TO DO:
Read through the data and report every line in which the word "from" occurs.

SOURCE MATERIAL:
☆ ☆ ☆ ☆ ☆
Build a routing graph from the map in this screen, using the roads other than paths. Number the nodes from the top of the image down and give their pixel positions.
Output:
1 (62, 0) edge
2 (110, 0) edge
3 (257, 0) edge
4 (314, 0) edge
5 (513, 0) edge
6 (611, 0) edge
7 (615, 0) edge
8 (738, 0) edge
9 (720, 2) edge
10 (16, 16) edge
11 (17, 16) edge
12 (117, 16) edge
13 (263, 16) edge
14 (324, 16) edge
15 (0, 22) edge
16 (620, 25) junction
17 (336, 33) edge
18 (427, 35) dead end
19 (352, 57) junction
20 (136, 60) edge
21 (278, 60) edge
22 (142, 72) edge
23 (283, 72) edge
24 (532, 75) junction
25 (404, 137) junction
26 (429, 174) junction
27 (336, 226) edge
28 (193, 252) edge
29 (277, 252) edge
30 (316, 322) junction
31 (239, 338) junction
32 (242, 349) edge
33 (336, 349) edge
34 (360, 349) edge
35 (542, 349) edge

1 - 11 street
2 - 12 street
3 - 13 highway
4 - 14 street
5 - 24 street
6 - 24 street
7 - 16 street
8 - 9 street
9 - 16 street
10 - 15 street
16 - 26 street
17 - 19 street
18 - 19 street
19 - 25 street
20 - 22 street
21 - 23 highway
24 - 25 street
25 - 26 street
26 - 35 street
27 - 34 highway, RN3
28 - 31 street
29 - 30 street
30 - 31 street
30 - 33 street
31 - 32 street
☆ ☆ ☆ ☆ ☆
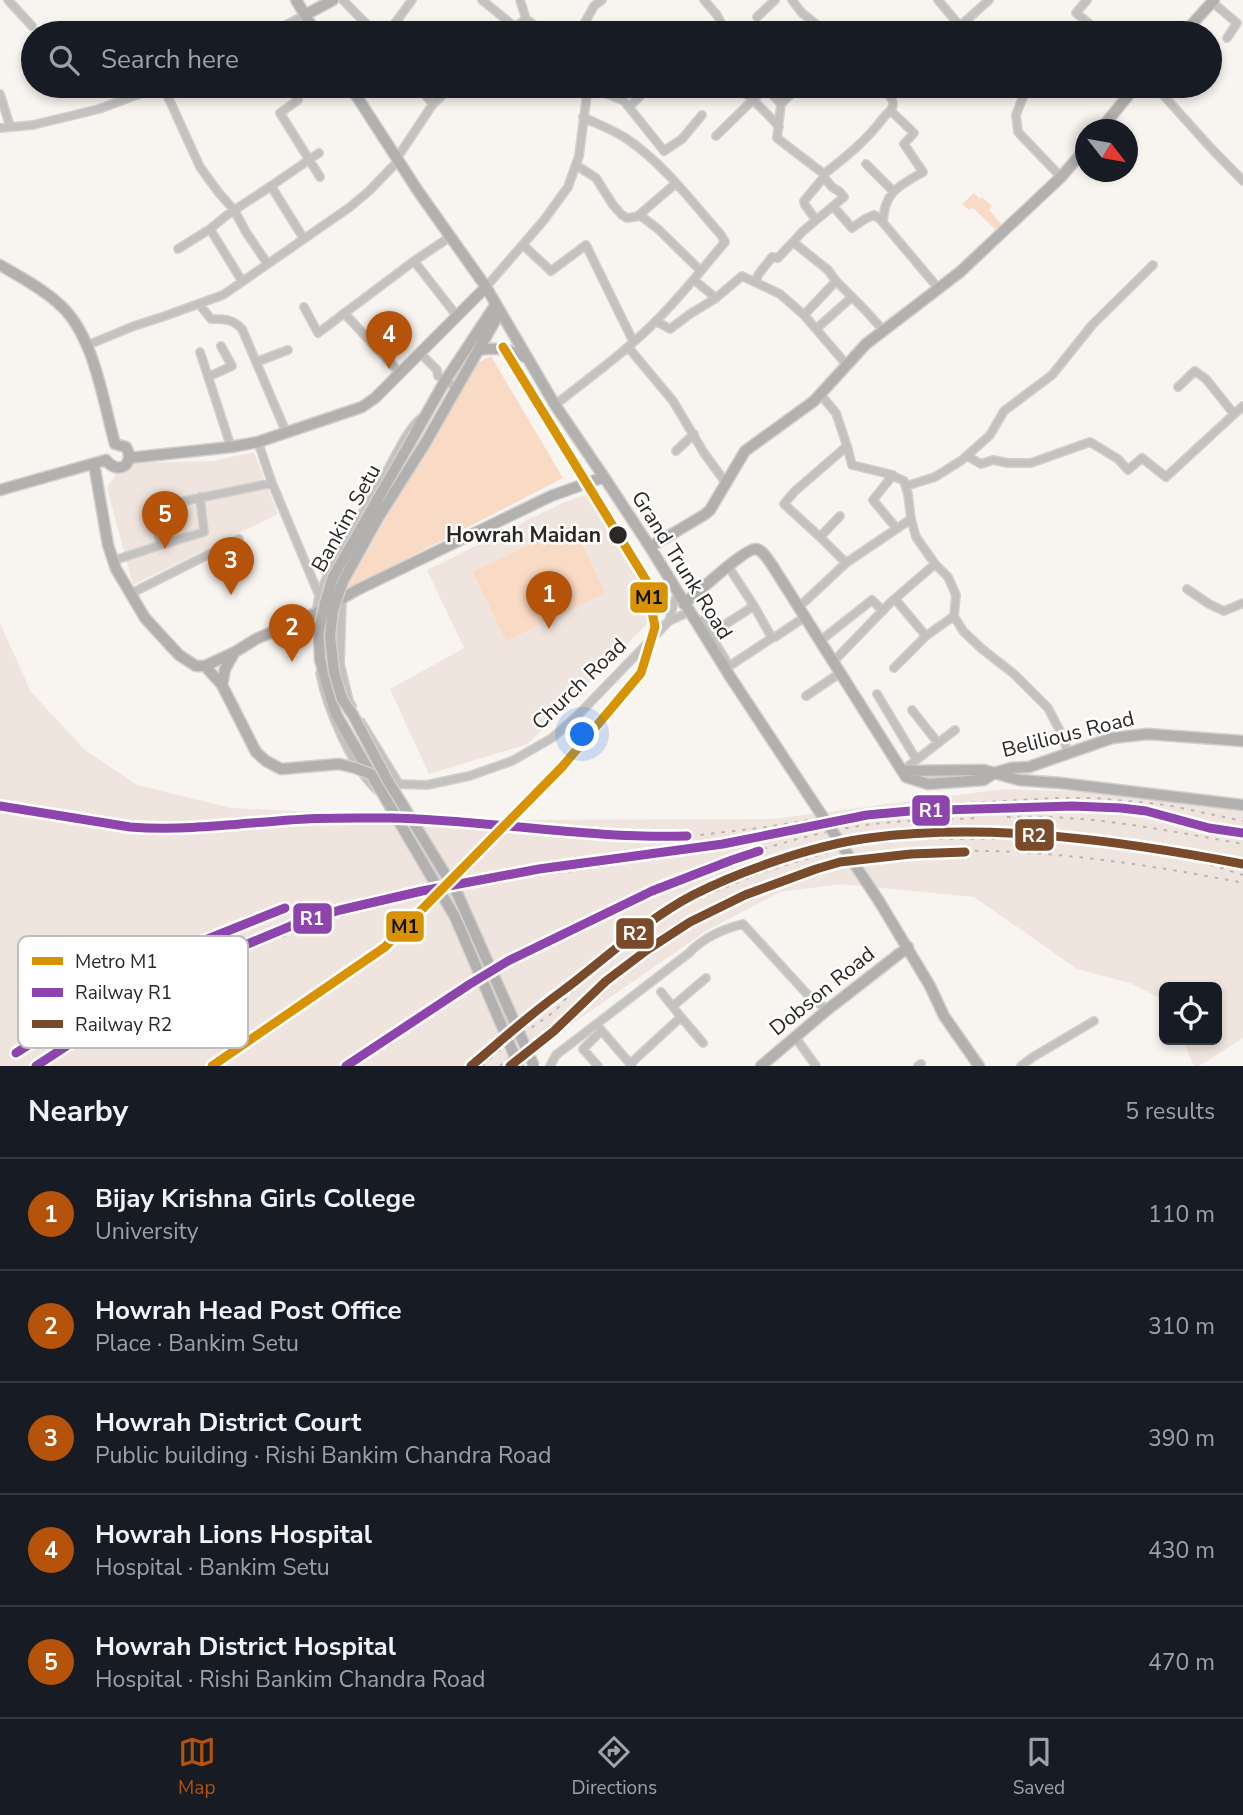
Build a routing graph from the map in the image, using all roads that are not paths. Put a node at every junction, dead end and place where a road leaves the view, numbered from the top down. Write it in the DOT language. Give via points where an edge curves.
☆ ☆ ☆ ☆ ☆
ANSWER SPACE:
Build a routing graph from the map in this screen, using the roads other than paths. Number the nodes from the top of the image down and give their pixel positions.
Build a routing graph from the map in the image, using all roads that are not paths. Put a node at every junction, dead end and place where a road leaves the view, numbered from the top down. Write it in the DOT language. Give via points where an edge curves.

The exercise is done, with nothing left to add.